Collected data entries
= = =

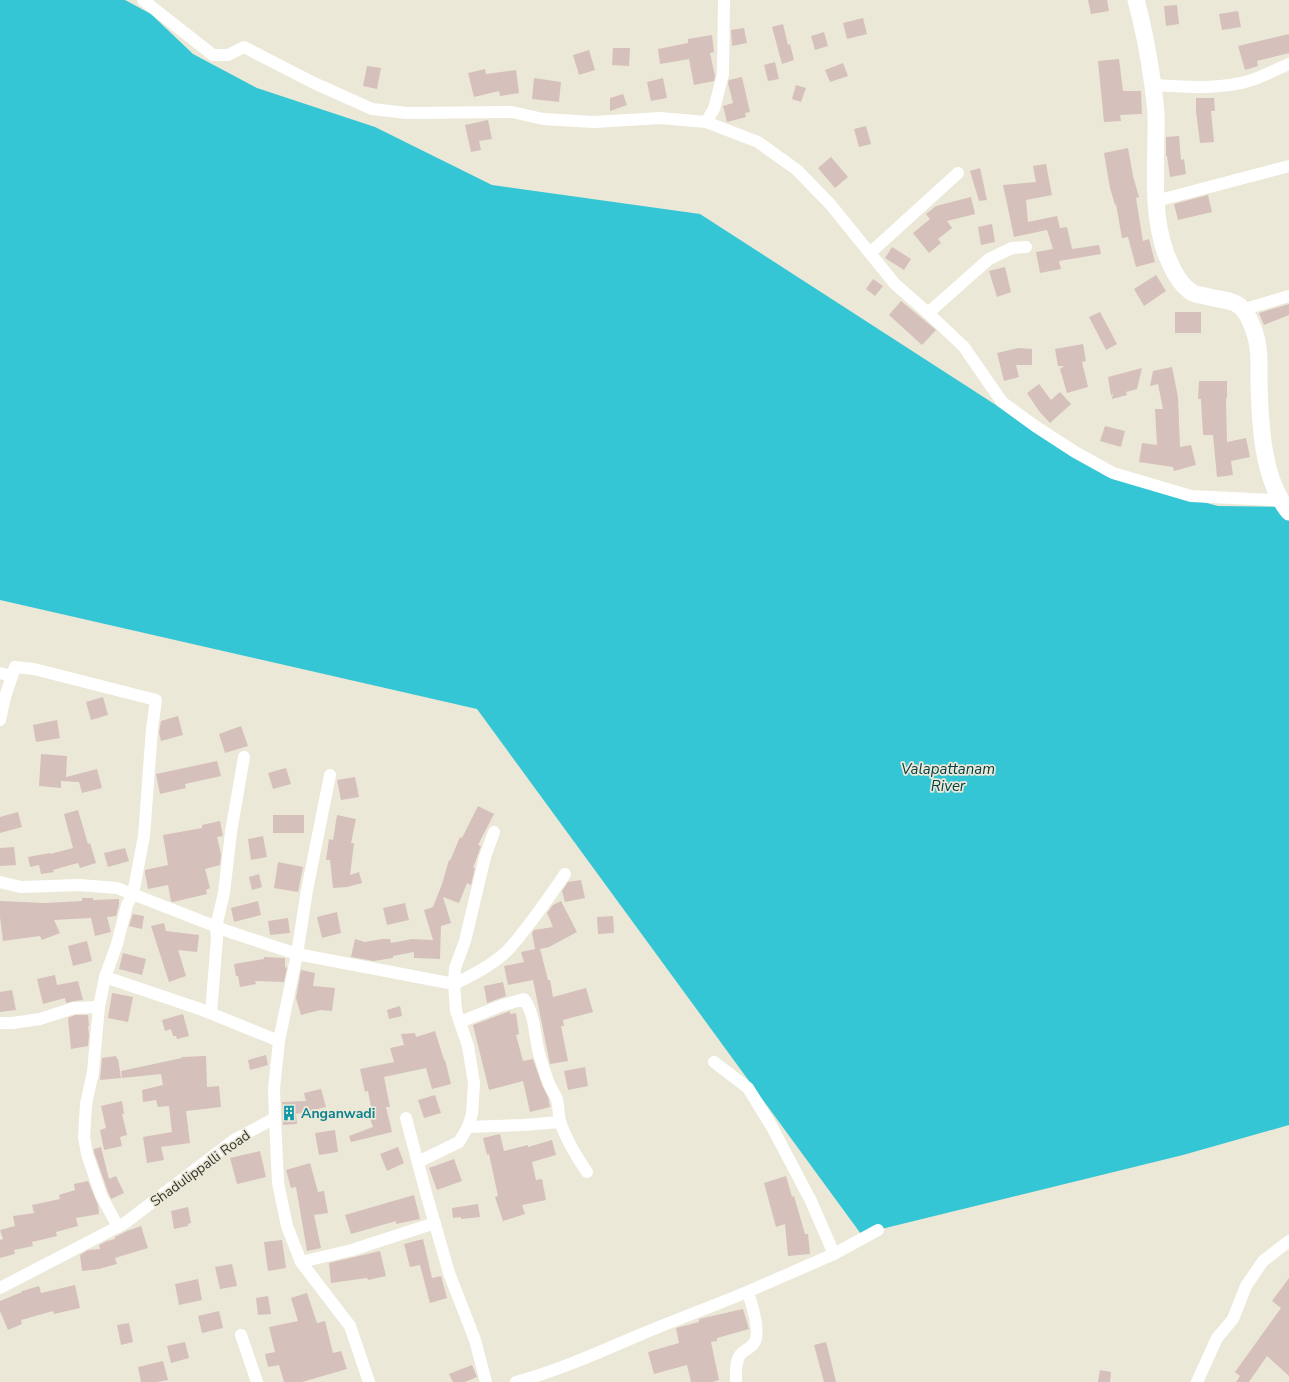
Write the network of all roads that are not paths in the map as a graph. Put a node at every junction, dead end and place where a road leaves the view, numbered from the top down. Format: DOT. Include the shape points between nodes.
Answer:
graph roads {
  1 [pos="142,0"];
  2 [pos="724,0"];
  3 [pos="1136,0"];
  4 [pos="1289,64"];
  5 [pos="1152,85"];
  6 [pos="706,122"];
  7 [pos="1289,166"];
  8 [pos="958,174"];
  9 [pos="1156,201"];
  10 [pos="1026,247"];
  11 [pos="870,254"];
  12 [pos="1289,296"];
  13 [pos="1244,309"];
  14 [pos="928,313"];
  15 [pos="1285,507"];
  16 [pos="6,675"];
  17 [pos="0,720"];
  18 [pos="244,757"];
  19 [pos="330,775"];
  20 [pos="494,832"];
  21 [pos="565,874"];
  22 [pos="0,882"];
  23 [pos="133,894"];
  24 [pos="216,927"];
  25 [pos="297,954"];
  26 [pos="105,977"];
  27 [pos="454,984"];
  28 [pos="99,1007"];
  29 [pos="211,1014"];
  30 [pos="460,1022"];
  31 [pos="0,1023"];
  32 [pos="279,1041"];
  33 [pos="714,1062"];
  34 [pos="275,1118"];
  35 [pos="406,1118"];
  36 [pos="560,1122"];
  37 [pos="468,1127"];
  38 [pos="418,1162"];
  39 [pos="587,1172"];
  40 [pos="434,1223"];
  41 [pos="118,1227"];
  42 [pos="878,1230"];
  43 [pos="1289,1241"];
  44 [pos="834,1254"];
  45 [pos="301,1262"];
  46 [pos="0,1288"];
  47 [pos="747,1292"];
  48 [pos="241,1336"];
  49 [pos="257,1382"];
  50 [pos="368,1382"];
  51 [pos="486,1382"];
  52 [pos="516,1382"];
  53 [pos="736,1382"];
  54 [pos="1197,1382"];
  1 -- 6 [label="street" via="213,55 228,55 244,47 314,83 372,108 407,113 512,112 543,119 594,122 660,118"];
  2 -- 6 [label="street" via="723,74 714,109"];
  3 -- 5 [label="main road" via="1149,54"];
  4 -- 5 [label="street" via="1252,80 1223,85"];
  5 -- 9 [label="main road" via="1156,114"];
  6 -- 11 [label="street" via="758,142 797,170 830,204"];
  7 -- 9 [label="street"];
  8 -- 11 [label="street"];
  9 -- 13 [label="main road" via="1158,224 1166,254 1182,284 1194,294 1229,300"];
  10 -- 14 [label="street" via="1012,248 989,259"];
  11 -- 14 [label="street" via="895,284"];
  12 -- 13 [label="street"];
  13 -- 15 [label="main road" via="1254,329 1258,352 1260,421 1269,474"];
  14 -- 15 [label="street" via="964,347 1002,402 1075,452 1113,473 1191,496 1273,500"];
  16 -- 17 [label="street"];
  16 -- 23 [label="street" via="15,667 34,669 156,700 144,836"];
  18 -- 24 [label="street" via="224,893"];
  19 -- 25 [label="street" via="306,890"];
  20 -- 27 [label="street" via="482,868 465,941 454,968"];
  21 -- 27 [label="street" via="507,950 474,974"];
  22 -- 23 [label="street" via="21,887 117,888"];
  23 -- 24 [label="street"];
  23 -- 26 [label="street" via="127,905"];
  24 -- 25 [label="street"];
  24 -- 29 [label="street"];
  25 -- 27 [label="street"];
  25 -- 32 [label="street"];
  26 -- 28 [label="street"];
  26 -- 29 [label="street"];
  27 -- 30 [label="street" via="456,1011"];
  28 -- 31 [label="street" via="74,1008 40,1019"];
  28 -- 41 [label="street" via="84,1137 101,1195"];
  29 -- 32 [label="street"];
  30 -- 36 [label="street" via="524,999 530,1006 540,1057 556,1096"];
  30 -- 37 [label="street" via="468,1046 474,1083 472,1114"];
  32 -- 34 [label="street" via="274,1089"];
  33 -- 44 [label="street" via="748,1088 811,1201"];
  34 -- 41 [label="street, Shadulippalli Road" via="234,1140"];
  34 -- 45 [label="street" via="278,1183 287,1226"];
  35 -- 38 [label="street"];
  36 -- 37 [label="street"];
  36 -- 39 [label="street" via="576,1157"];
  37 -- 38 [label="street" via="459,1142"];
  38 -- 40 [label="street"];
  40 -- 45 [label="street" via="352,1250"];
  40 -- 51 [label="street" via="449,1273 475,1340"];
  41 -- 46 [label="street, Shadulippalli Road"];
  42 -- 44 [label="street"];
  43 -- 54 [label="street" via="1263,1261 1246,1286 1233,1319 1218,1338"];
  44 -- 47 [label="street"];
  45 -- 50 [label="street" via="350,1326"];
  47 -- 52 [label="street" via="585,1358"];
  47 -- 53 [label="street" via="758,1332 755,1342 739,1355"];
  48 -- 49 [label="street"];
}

= = =

DESCRIPTION OF THE TASK: Among the lines above, return those that contain the string "Shadulippalli".

SOLUTION:
  34 -- 41 [label="street, Shadulippalli Road" via="234,1140"];
  41 -- 46 [label="street, Shadulippalli Road"];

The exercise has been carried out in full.